To conclude, let me repeat what I wrote in the last post about why the Heien decision, taken together with the truly atrocious previous decisions of the modern Supreme Court, contravenes any serious regard for the Constitutional guarantee against unreasonable searches and seizures:
A stop for violating the law--and again, now, after the Heien decisioneven a stop for something a police office mistakenly believes violates the law--allows the officer to do all of the following:
  • arrest the driver [or passenger], even for a very minor traffic offense the officer believes the driver [or passenger] committed
  • search the driver [or passenger] incident to that arrest, even without a warrant or any actual need to do so
  • also search any so-called "grabbable" area, which the Court deems to include the entire passenger compartment of the car--again, without a warrant or any actual need to do so (unless the driver [or passenger] is shackled in the back of the patrol car and, thus, metaphysically incapable of reaching into his car)

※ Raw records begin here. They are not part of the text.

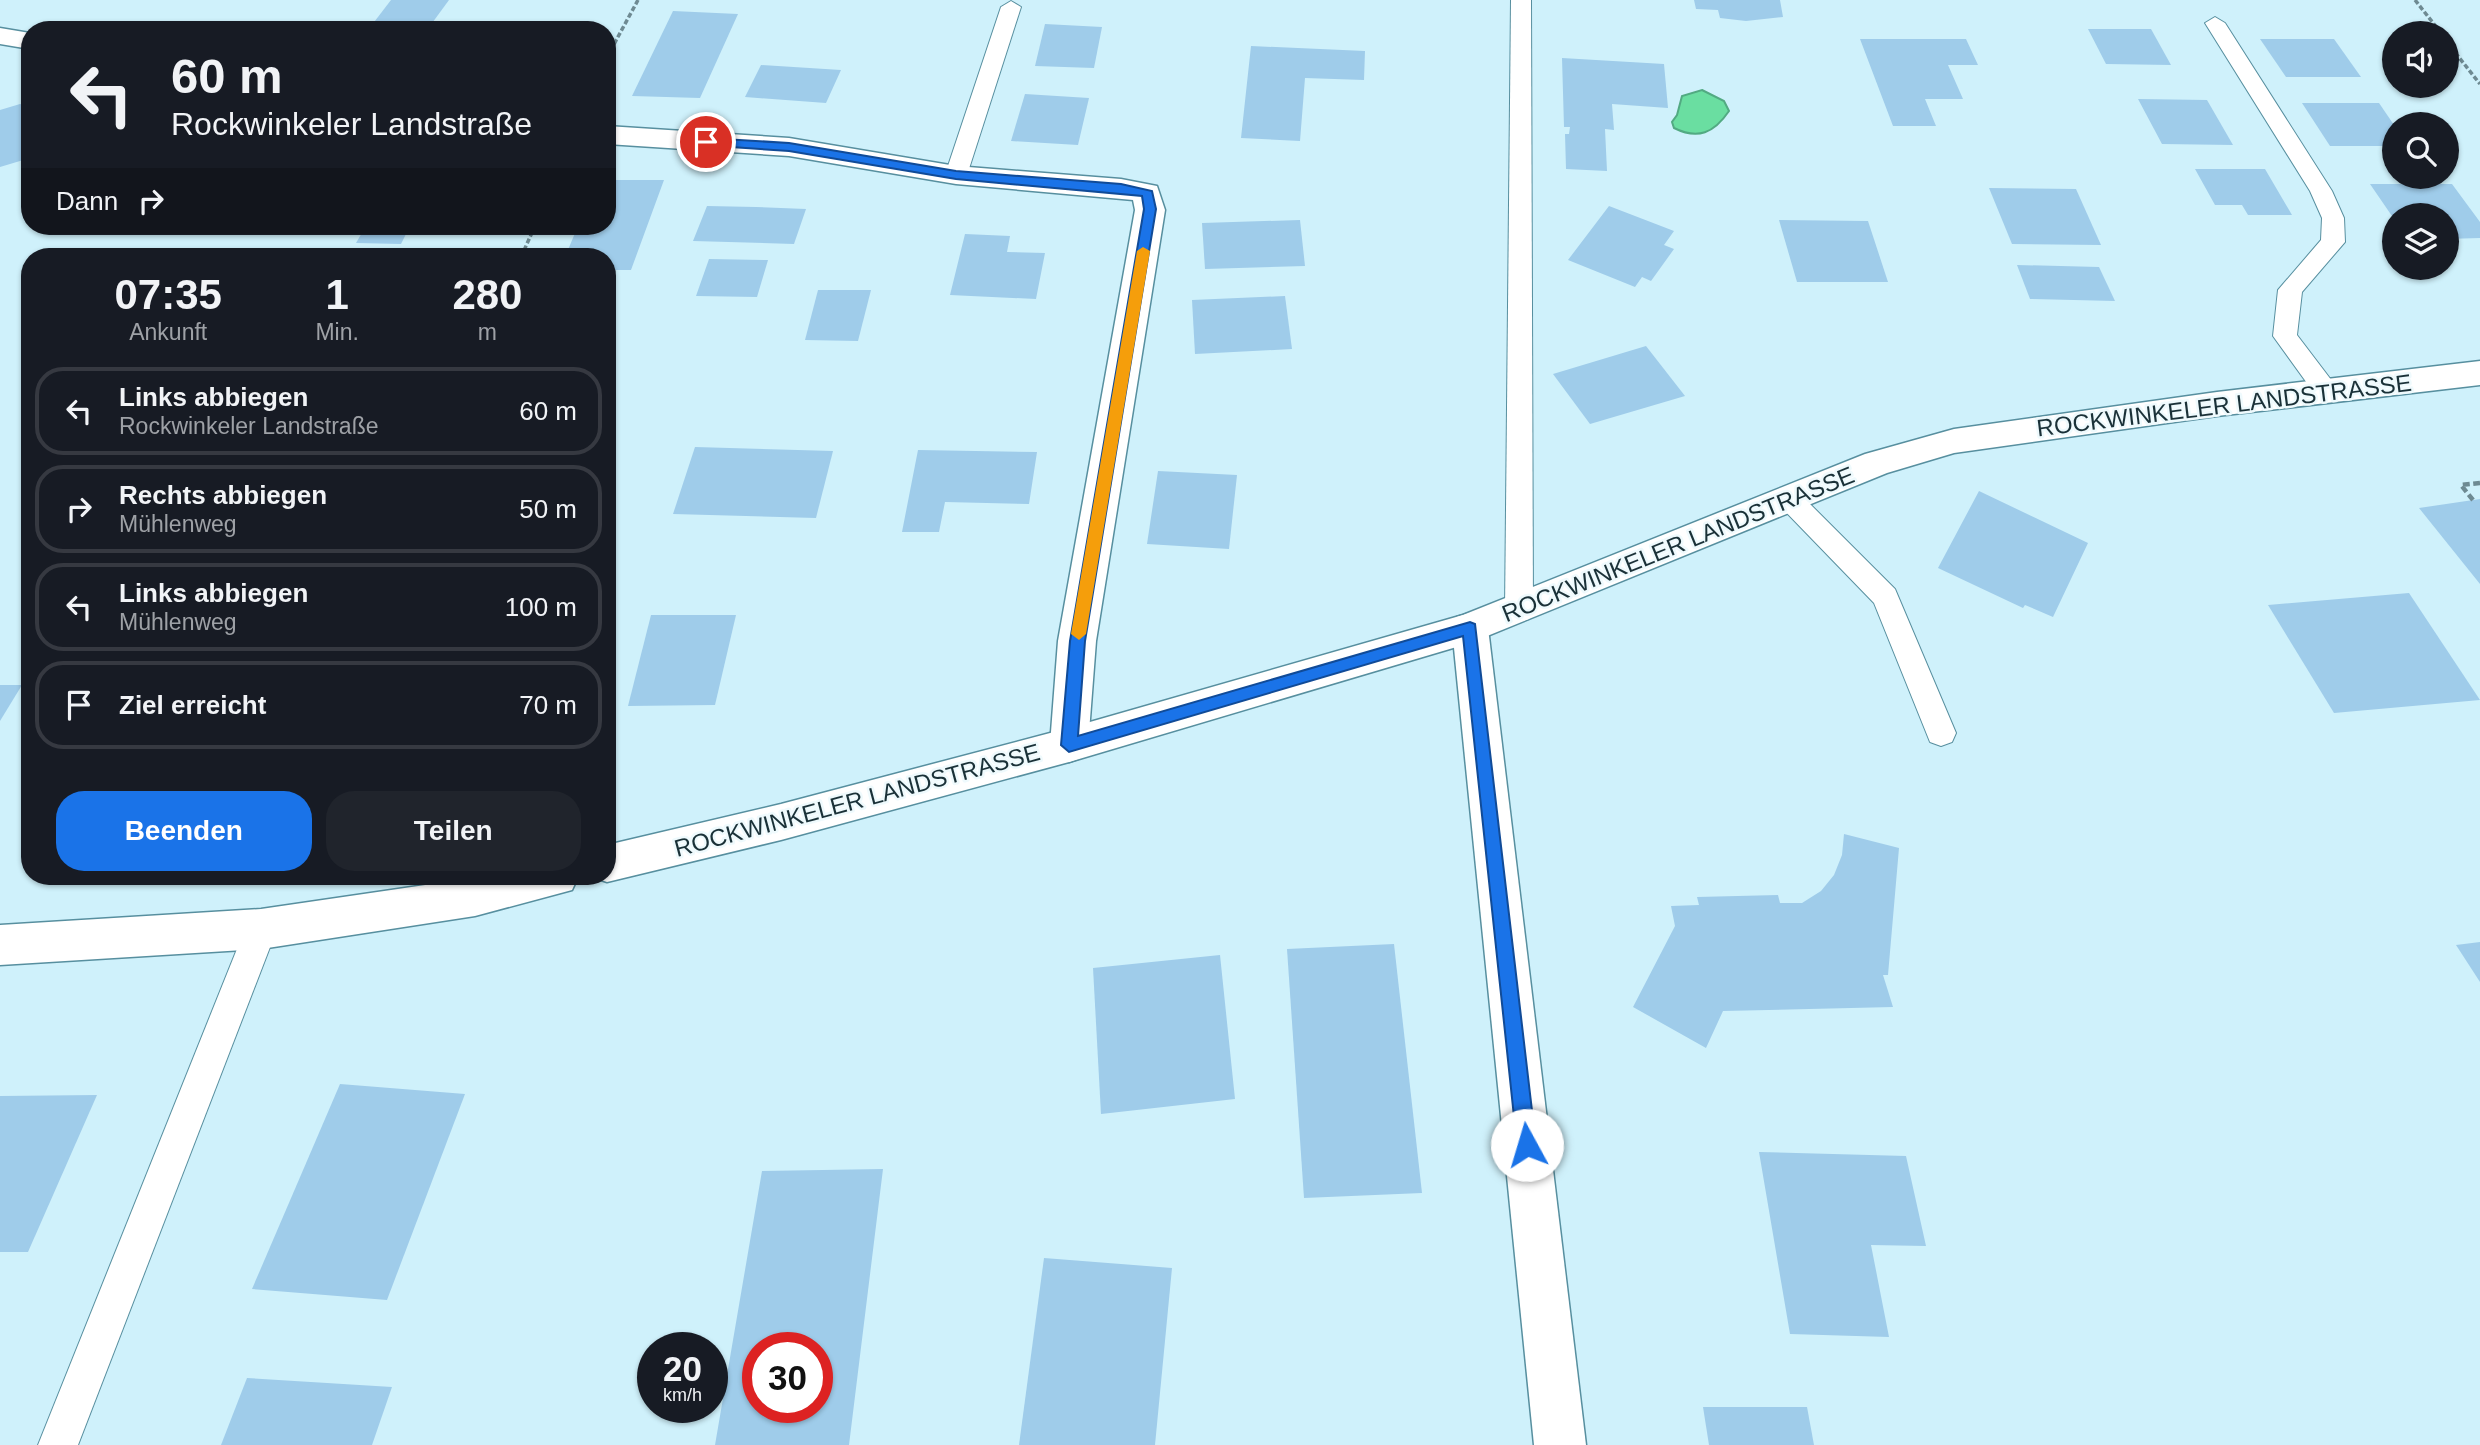 <!DOCTYPE html>
<html lang="de">
<head>
<meta charset="utf-8">
<style>
	body { margin:0; font-family:Helvetica,sans-serif; background:#20242c; color:#f1f3f6; height:100vh; display:flex; flex-direction:column; font-size:26px; white-space:nowrap }
	* { box-sizing:border-box; margin:0 }
	p { font-size:23px; color:#9ea1a6 }
	.icon { flex:none; width:38px; height:38px; fill:none; stroke:currentColor; stroke-width:2; stroke-linecap:round; stroke-linejoin:round }
	.map { position:relative; flex:1; overflow:hidden }
	.panel { position:absolute; left:21px; top:248px; width:595px; height:637px; display:flex; flex-direction:column; background:#171b24; border-radius:28px; box-shadow:0 2px 5px #0004 }
	.panel>* { flex:none }
	.guide { position:absolute; left:21px; top:21px; width:595px; height:214px; border-radius:28px; box-shadow:0 2px 5px #0004; background:#171b24; color:#f1f3f6; overflow:hidden }
	.controls { position:absolute; left:2382px; top:21px; display:grid; gap:14px }
	.controls a { display:grid; place-items:center; width:77px; height:77px; border-radius:50%; background:#171b24; box-shadow:0 2px 5px #0004; font-size:35px }
	.speed { position:absolute; left:637px; top:1332px; display:flex; gap:14px; font-size:35px; font-weight:700; text-align:center }
	.speed>* { display:grid; place-content:center; width:91px; height:91px; border-radius:50%; background:#171b24; box-shadow:0 2px 5px #0004; line-height:1 }
	.speed small { font-size:18px; font-weight:400 }
	.speed .limit { border:10px solid #d22; background:#fff; color:#111 }
	.pin { position:absolute; display:grid; place-items:center; width:60px; height:60px; color:#fff; margin:-30px; border:4px solid #fff; border-radius:50%; box-shadow:0 2px 7px #0007 }
	.me { position:absolute; width:77px; margin:-38px; rotate:354deg; stroke-linejoin:round; filter:drop-shadow(0 0 5px #0008) }
	.turn { display:flex; align-items:center; gap:24px; height:147px; padding:0 35px; font-size:32px }
	.turn .icon { width:91px; height:91px; stroke-width:2.5 }
	.turn b { display:block; font-size:49px; line-height:60px }
	.then { display:flex; align-items:center; height:66px; padding:0 35px; background:#0003; gap:14px; font-size:26px }
	.eta { display:flex; justify-content:space-evenly; align-items:center; height:119px; text-align:center }
	.eta b { font-size:42px; font-weight:600; line-height:49px }
	.button { display:flex; gap:14px; margin-top:auto; padding:14px 35px }
	.button a { flex:1; height:80px; border-radius:28px; background:#1a73e8; color:#fff; font-size:28px; font-weight:600; line-height:80px; text-align:center }
	.button a+a { background:#20242c; color:#f1f3f6 }
	ul { padding:0; list-style:none }
	li { display:flex; align-items:center; gap:21px; height:88px; margin:0 14px 10px; padding:0 21px; border:4px solid #363941; border-radius:28px }
	li div { flex:1 }
	li b { display:block; font-size:26px }
	li em { font-style:normal }
	.map>svg:first-child { display:block }
</style>
</head>
<body>
<div class="map">
<svg width="2480" height="1445" viewBox="0 0 2480 1445">
	<rect width="100%" height="100%" fill="#cff1fb"/>
	<path fill="#6adea1" stroke="#52aa82" stroke-width="2" d="M1702,90L1724,101L1729,111C1714,133 1698,140 1674,128L1672,122L1677,115L1682,96Z"/>
	<g fill="#9fccea" fill-rule="evenodd">
		<path d="M391,0H449L427,30H368Z"/>
		<path d="M1694,0H1780L1783,17L1746,21L1720,18L1718,10L1696,9Z"/>
		<path d="M673,11L738,14L700,98L632,96Z"/>
		<path d="M514,22L569,24L566,30H509Z"/>
		<path d="M1045,24L1102,27L1094,68L1035,66Z"/>
		<path d="M2088,29H2151L2171,65L2106,64Z"/>
		<path d="M1860,39H1966L1978,65H1948L1963,99H1925L1936,126H1893Z"/>
		<path d="M2260,39H2334L2361,77H2286Z"/>
		<path d="M1251,46L1365,51L1364,80L1305,78L1300,141L1241,138Z"/>
		<path d="M1562,58L1664,64L1668,108L1612,104L1614,130L1605,129L1607,171L1566,169L1565,134H1569L1570,127H1564Z"/>
		<path d="M761,65L841,70L826,103L745,97Z"/>
		<path d="M1025,94L1089,98L1078,145L1011,141Z"/>
		<path d="M2138,99L2207,100L2233,145L2162,144Z"/>
		<path d="M2302,103H2379L2394,125V146H2330Z"/>
		<path d="M20,104L30,106V158L0,167V110Z"/>
		<path d="M2195,169H2265L2292,215H2248L2242,205H2215Z"/>
		<path d="M607,180H664L631,270H607V257H565L578,226H607Z"/>
		<path d="M2370,184H2452L2480,222V238L2446,239V215H2394V219Z"/>
		<path d="M1989,188L2076,189L2101,245L2012,244Z"/>
		<path d="M707,206L756,207L806,209L794,244L693,241Z"/>
		<path d="M1609,206L1674,231L1664,245L1674,249L1651,281L1642,277L1635,287L1568,260Z"/>
		<path d="M1300,220L1305,266L1205,269L1202,223Z"/>
		<path d="M1779,220L1868,221L1888,282H1797Z"/>
		<path d="M281,226H324L321,231L278,230Z"/>
		<path d="M366,226H410L401,244L356,243Z"/>
		<path d="M965,234L1010,236L1007,252L1045,253L1036,299L950,295Z"/>
		<path d="M709,259L768,260L757,297L696,296Z"/>
		<path d="M2017,265L2099,267L2115,301L2030,299Z"/>
		<path d="M818,290H871L858,341L805,340Z"/>
		<path d="M1285,296L1292,349L1195,354L1192,300Z"/>
		<path d="M1646,346L1685,396L1590,424L1553,374Z"/>
		<path d="M695,447L833,451L816,518L673,514Z"/>
		<path d="M918,450L1037,452L1029,504L945,502L939,532H902Z"/>
		<path d="M1158,471L1237,475L1229,549L1147,544Z"/>
		<path d="M1979,491L2088,543L2053,617L2025,605L2023,608L1938,568Z"/>
		<path d="M2480,499V584L2419,508Z"/>
		<path d="M2409,593L2480,700L2334,713L2268,605Z"/>
		<path d="M651,615H736L715,705L628,706Z"/>
		<path d="M0,685H22L0,721Z"/>
		<path d="M1844,834L1899,848L1888,975H1883L1893,1007L1723,1011L1706,1048L1633,1007L1675,926L1671,906L1699,905L1697,897L1778,895L1780,903H1802L1821,891L1834,875L1842,855Z"/>
		<path d="M2480,942V982L2456,945Z"/>
		<path d="M1394,944L1422,1193L1304,1198L1287,949Z"/>
		<path d="M1220,955L1235,1099L1101,1114L1093,968Z"/>
		<path d="M340,1084L465,1094L387,1300L252,1289Z"/>
		<path d="M97,1095L28,1252H0V1096Z"/>
		<path d="M1759,1152L1906,1156L1926,1246L1871,1245L1889,1337L1790,1334Z"/>
		<path d="M883,1169L849,1445H715L762,1171ZM758,1348H817V1407H758Z"/>
		<path d="M1044,1258L1172,1268L1155,1445H1019Z"/>
		<path d="M247,1378L392,1387L372,1445H221Z"/>
		<path d="M1703,1407H1807L1814,1445H1709Z"/>
	</g>
	<g fill="none" stroke-linecap="round" stroke-linejoin="round">
		<g stroke="#578f9f" stroke-width="2">
			<g id="service">
				<path d="M1511,0H1531L1533,611L1529,619L1519,622L1509,619L1505,611Z"/>
				<path d="M1011,1L1021,7L967,175L964,180H948L945,175L1001,7Z"/>
				<path d="M2215,17L2225,23L2332,191L2344,218L2345,242L2302,292L2297,335L2335,385L2339,391L2335,397L2326,400L2317,397L2273,336L2278,290L2321,240L2322,218L2310,191L2205,23Z"/>
				<path d="M1789,489L1798,492L1895,589L1956,733L1952,742L1941,746L1930,742L1874,603L1780,506L1776,499L1780,492Z"/>
				<path d="M261,914L272,918L277,929L78,1445H38L245,929L250,918Z"/>
			</g>
		</g>
		<g stroke="#578f9f" stroke-width="3">
			<g id="minor">
				<path d="M0,28L30,33V49L0,44Z"/>
				<path d="M607,126L789,138L956,166L1121,179L1157,186L1165,210L1096,641L1088,745L1083,757L1069,762L1055,757L1050,745L1058,641L1135,210L1133,200L956,184L789,156L607,144Z"/>
				<path d="M1470,613L1483,617L1488,628L1586,1445H1534L1452,628L1457,617Z"/>
			</g>
		</g>
		<g stroke="#578f9f" stroke-width="3">
			<g id="secondary">
				<path d="M2480,361V385L2217,416L1954,453L1887,473L1470,643L1069,762L781,840L607,882L592,877H607V845L781,804L1069,728L1463,615L1865,454L1954,429L2217,392Z"/>
				<path d="M480,877H578L572,890L475,916L261,949L0,965V925L261,909Z"/>
			</g>
		</g>
		<g stroke="#6e8a92" stroke-width="3.5" stroke-dasharray="5 2.5" stroke-linecap="butt">
			<path d="M2415,0L2441,33"/>
			<path d="M2446,41L2480,84"/>
			<path d="M607,57L638,0"/>
			<path d="M521,257L535,226"/>
		</g>
		<path stroke="#6e8a92" stroke-width="4.5" stroke-dasharray="7 3.5" stroke-linecap="butt" d="M2473,500L2461,485L2480,483"/>
		<use href="#service" fill="#fff" fill-rule="evenodd"/>
		<use href="#minor" fill="#fff" fill-rule="evenodd"/>
		<use href="#secondary" fill="#fff" fill-rule="evenodd"/>
	</g>
	<path fill="#1a73e8" stroke="#114b97" stroke-width="2" d="M706,138L789,143L956,171L1121,184L1152,191L1156,209L1085,641L1078,736L1470,622L1475,624L1536,1145L1534,1152L1527,1155L1520,1152L1517,1145L1463,636L1069,752L1061,745L1070,641L1144,209L1142,196L956,179L789,151L702,145V139Z"/>
	<path fill="#f59e0b" d="M1143,247L1150,251L1086,634L1079,640L1071,634L1137,251Z"/>
	<g text-anchor="middle" dominant-baseline="central" stroke-width="5" stroke-linejoin="round" paint-order="stroke">
		<g font-size="24" fill="#1a3138" stroke="#effafd">
			<text transform="translate(2224 405) rotate(-7)">ROCKWINKELER LANDSTRASSE</text>
			<text transform="translate(1678 544) rotate(-22)">ROCKWINKELER LANDSTRASSE</text>
			<text transform="translate(857 800) rotate(-15)">ROCKWINKELER LANDSTRASSE</text>
		</g>
	</g>
</svg>
<div class="controls">
<a><svg class="icon" aria-label="sound" viewBox="0 0 24 24"><path d="M4 9h4l5-4v14l-5-4H4zM17 9q2 3 0 6"/></svg></a>
<a><svg class="icon" aria-label="search" viewBox="0 0 24 24"><circle cx="10" cy="10" r="6"/><path d="M15 15l6 6"/></svg></a>
<a><svg class="icon" aria-label="layers" viewBox="0 0 24 24"><path d="M12 4l9 5-9 5-9-5zM3 14l9 5 9-5"/></svg></a>
</div>
<div class="speed"><div>20<small>km/h</small></div><div class="limit">30</div></div>
<div class="pin" style="left:706px;top:142px;background:#d93025"><svg class="icon" aria-label="arrive" viewBox="0 0 24 24"><path d="M6 21V4h12l-3 4 3 4H6"/></svg></div>
<svg class="me" style="left:1527px;top:1145px" viewBox="-20 -20 40 40"><circle r="19" fill="#fff"/><path d="M0-13L10 11 0 6-10 11z" fill="#1a73e8"/></svg>
<div class="guide">
<div class="turn"><svg class="icon" aria-label="left" viewBox="0 0 24 24"><path d="M17 20v-9H6M10 6l-5 5 5 5"/></svg><div><b>60 m</b>Rockwinkeler Landstraße</div></div>
<div class="then">Dann<svg class="icon" aria-label="right" viewBox="0 0 24 24"><path d="M7 20v-9h11M14 6l5 5-5 5"/></svg></div>
</div>
<section class="panel">
<div class="eta">
<div><b>07:35</b><p>Ankunft</p></div>
<div><b>1</b><p>Min.</p></div>
<div><b>280</b><p>m</p></div>
</div>
<ul>
<li><svg class="icon" aria-label="left" viewBox="0 0 24 24"><path d="M17 20v-9H6M10 6l-5 5 5 5"/></svg><div><b>Links abbiegen</b><p>Rockwinkeler Landstraße</p></div><em>60 m</em></li>
<li><svg class="icon" aria-label="right" viewBox="0 0 24 24"><path d="M7 20v-9h11M14 6l5 5-5 5"/></svg><div><b>Rechts abbiegen</b><p>Mühlenweg</p></div><em>50 m</em></li>
<li><svg class="icon" aria-label="left" viewBox="0 0 24 24"><path d="M17 20v-9H6M10 6l-5 5 5 5"/></svg><div><b>Links abbiegen</b><p>Mühlenweg</p></div><em>100 m</em></li>
<li><svg class="icon" aria-label="arrive" viewBox="0 0 24 24"><path d="M6 21V4h12l-3 4 3 4H6"/></svg><div><b>Ziel erreicht</b></div><em>70 m</em></li>
</ul>
<div class="button"><a>Beenden</a><a>Teilen</a></div>
</section>
</div>
</body>
</html>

  • handcuff the driver [or passenger] and take him to the police station "for processing"
  • place the driver [or passenger] in a jail cell during the "processing"
  • subject the driver [or passenger] to a strip search--yes, a strip search, including a close inspection of his genitals--if he's placed in a jail cell with others during that "processing"
All that, even for a very minor traffic offense that an officer believes a driver or passenger has committed. And even if the officer is wrong and no offense was actually ever committed.
I feel compelled to say it one more time: atrocious!